- [Requirement]: Where "strokeStyle" occurs in a line of the entries below, copy that line.

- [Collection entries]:
====================

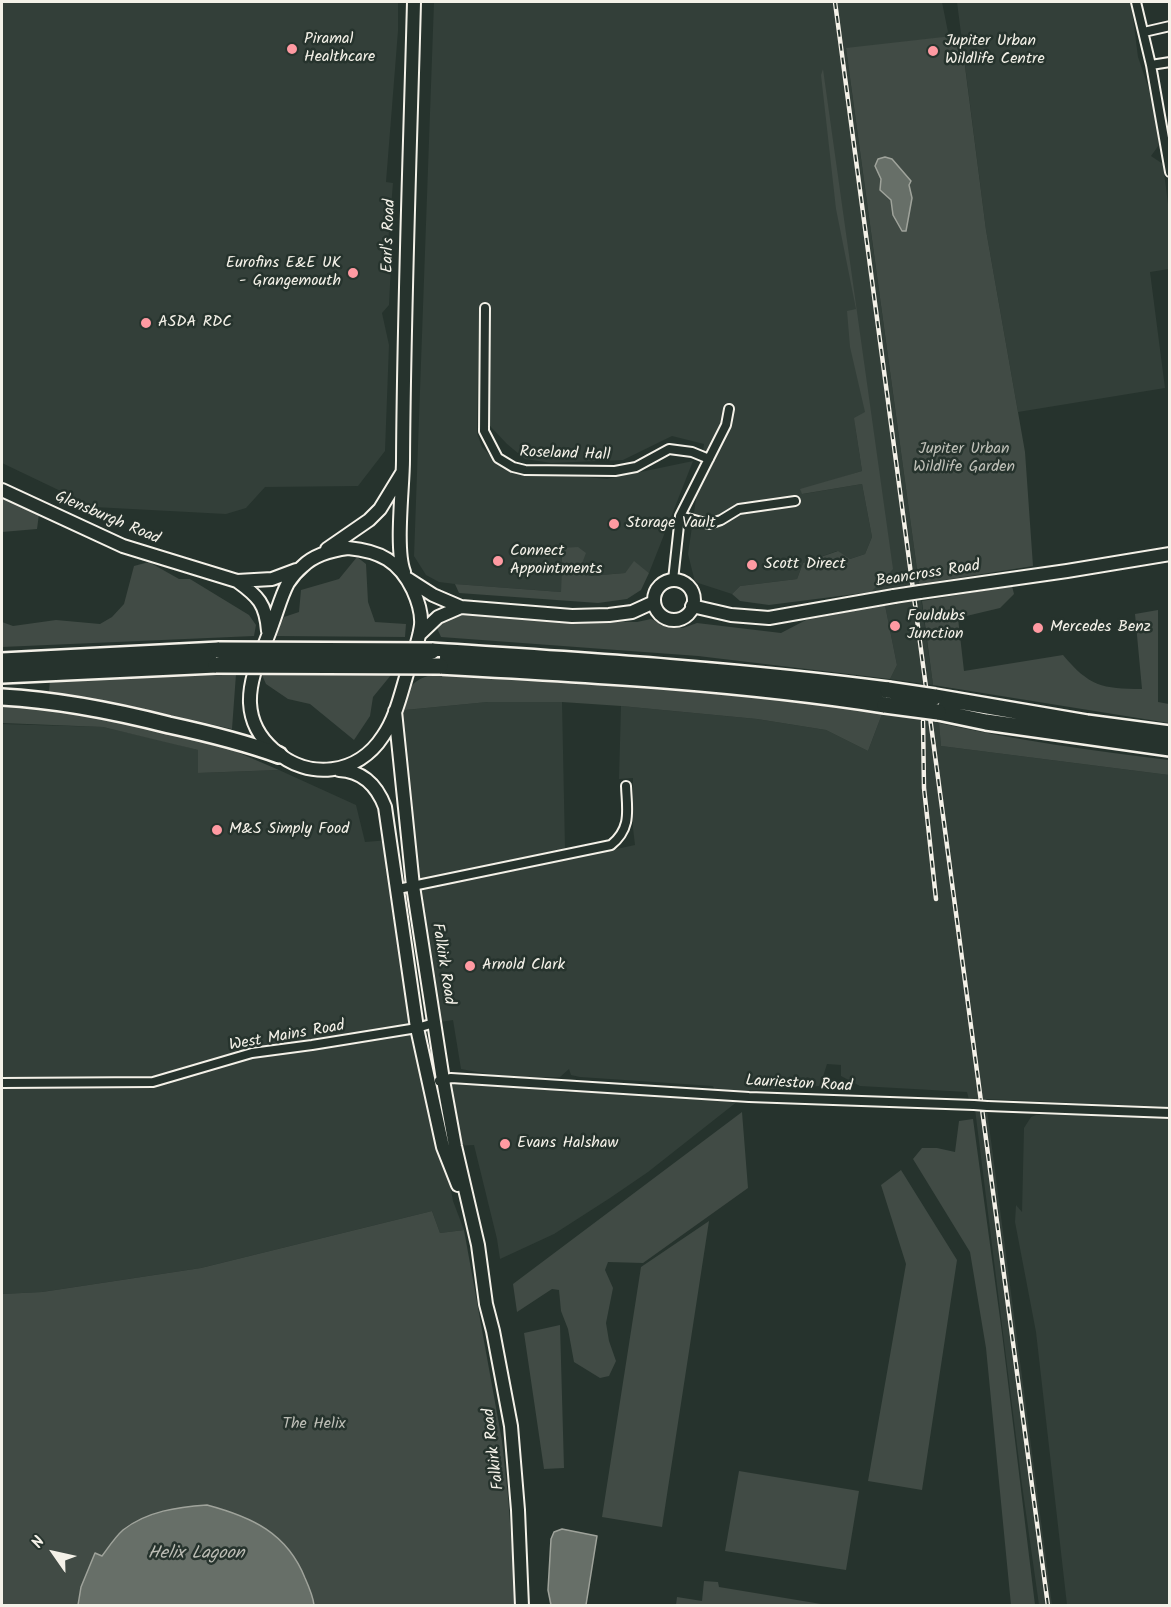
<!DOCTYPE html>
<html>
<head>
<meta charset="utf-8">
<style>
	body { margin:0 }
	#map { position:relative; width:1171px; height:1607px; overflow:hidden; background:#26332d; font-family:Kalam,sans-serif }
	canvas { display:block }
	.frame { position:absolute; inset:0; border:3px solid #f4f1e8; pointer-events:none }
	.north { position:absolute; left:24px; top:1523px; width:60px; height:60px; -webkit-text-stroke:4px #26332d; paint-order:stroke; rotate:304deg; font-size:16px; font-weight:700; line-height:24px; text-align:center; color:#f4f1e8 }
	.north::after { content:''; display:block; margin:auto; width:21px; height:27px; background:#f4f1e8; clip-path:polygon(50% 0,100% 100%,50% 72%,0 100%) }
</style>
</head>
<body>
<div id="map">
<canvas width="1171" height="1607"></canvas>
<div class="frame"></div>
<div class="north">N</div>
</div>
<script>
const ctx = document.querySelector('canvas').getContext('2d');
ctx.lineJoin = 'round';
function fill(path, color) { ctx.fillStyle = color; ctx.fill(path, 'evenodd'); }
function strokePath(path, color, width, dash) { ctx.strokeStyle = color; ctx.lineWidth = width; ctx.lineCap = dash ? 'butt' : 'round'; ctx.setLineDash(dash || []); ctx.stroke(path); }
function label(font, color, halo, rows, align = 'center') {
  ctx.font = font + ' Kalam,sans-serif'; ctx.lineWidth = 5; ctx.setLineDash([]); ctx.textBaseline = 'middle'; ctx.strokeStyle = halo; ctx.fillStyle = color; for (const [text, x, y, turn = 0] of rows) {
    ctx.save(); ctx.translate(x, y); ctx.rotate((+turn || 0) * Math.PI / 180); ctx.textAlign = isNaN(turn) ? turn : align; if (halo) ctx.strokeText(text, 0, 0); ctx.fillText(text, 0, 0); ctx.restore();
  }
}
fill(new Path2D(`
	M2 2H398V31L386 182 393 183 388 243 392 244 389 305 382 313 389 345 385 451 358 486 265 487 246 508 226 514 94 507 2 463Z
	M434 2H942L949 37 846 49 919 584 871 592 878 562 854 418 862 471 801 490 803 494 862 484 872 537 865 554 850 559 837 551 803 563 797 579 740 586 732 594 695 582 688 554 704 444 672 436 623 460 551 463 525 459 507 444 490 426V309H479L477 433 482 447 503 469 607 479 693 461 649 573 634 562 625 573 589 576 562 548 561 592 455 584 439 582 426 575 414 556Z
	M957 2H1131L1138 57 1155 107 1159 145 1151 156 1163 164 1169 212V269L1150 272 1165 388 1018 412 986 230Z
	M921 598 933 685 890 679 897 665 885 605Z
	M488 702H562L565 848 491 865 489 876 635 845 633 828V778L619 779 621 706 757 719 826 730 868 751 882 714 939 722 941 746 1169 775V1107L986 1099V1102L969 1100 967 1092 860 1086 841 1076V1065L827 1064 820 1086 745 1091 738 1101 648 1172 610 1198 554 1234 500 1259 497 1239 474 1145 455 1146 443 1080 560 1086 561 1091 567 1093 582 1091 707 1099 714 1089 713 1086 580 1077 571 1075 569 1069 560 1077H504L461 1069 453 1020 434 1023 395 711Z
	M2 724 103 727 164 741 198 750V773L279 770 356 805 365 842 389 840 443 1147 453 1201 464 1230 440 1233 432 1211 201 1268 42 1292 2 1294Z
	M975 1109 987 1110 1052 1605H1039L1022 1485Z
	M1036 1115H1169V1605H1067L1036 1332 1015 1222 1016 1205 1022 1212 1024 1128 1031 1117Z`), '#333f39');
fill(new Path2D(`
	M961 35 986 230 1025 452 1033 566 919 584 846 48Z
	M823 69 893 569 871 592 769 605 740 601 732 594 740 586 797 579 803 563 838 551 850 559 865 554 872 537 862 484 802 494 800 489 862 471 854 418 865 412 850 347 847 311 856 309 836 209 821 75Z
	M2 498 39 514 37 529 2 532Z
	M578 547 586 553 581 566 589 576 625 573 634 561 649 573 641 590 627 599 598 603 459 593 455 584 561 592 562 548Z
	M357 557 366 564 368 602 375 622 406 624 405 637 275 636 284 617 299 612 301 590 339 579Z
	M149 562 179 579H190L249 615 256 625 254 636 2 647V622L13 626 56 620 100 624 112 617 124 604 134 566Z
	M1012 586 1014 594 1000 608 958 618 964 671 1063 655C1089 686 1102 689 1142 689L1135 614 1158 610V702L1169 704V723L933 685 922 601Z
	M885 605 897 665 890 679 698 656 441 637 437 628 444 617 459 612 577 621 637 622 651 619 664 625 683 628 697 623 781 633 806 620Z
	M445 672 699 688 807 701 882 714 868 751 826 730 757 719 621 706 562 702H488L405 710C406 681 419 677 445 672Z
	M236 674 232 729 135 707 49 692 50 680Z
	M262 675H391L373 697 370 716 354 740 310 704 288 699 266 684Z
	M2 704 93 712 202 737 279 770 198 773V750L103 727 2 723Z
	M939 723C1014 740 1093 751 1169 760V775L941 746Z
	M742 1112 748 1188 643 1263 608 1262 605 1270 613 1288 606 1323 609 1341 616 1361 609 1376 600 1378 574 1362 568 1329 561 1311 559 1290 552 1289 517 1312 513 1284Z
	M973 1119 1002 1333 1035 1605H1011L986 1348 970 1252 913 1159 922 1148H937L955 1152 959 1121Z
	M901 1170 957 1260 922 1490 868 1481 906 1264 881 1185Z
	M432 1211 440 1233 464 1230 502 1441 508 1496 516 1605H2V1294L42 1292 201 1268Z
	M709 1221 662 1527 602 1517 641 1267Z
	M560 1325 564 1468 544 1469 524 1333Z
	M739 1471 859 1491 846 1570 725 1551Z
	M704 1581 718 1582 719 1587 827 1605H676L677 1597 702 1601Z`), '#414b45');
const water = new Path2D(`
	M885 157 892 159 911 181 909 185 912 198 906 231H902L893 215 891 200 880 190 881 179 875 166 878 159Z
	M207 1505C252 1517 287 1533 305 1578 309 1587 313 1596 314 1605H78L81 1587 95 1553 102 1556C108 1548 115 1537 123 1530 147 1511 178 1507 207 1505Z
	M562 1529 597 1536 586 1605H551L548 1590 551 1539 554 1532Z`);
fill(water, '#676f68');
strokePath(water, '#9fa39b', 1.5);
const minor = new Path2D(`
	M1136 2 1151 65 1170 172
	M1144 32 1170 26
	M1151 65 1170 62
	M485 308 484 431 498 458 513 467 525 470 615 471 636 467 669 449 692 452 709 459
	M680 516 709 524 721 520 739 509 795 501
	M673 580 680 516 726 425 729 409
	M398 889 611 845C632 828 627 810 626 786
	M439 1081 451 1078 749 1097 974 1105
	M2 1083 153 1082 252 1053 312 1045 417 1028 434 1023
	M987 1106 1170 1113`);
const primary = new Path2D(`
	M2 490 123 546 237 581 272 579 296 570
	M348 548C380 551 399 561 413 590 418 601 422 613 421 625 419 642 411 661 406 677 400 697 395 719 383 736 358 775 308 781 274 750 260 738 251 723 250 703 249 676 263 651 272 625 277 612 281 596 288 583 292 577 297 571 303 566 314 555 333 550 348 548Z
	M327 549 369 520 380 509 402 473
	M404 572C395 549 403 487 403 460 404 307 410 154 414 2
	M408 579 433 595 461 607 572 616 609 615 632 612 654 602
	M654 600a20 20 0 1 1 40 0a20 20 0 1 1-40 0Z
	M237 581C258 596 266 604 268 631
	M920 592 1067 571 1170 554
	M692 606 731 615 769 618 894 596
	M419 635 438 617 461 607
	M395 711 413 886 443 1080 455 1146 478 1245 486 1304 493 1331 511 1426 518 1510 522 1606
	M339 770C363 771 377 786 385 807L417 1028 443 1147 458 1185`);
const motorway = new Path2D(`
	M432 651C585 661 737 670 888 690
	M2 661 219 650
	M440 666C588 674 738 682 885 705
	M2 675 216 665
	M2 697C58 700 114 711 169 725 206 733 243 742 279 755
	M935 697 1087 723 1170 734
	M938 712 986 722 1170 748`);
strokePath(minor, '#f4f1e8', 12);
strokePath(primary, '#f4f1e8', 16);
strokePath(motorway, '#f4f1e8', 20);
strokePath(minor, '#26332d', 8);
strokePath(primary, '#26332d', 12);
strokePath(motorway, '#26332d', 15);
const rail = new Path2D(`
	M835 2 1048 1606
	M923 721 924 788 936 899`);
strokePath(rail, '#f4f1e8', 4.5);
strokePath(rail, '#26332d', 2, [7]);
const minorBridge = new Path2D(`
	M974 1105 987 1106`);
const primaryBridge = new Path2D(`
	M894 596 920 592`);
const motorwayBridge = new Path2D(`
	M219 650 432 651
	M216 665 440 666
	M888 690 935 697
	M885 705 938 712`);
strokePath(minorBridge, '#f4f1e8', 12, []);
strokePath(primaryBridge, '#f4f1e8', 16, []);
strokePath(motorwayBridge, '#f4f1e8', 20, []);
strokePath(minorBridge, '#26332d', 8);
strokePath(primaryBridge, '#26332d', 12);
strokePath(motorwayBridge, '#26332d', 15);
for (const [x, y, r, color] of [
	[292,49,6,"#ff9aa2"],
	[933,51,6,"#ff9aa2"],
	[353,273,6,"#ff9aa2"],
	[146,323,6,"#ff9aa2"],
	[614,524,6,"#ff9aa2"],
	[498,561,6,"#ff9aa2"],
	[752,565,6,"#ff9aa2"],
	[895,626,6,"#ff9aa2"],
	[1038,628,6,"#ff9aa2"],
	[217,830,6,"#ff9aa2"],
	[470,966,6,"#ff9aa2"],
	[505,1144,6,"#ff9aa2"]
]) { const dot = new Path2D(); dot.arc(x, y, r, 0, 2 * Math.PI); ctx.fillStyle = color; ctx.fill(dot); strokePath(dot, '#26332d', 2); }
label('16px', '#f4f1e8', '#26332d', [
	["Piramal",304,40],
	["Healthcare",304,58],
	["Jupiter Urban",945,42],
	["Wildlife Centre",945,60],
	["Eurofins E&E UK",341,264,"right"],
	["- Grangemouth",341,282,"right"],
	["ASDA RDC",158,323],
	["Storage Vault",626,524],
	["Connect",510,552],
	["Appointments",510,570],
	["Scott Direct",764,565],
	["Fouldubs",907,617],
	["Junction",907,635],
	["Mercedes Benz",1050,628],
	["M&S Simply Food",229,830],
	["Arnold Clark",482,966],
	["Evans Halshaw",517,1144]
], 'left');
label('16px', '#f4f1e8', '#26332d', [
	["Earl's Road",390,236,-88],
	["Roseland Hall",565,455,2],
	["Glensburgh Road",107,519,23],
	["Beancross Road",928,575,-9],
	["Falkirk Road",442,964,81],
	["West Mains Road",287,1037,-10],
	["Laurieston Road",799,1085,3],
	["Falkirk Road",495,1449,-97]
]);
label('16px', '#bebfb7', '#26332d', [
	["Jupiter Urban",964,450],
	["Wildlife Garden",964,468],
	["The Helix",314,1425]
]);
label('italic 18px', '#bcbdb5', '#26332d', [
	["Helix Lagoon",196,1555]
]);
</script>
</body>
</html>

====================

- [Result for this task]:
function strokePath(path, color, width, dash) { ctx.strokeStyle = color; ctx.lineWidth = width; ctx.lineCap = dash ? 'butt' : 'round'; ctx.setLineDash(dash || []); ctx.stroke(path); }
  ctx.font = font + ' Kalam,sans-serif'; ctx.lineWidth = 5; ctx.setLineDash([]); ctx.textBaseline = 'middle'; ctx.strokeStyle = halo; ctx.fillStyle = color; for (const [text, x, y, turn = 0] of rows) {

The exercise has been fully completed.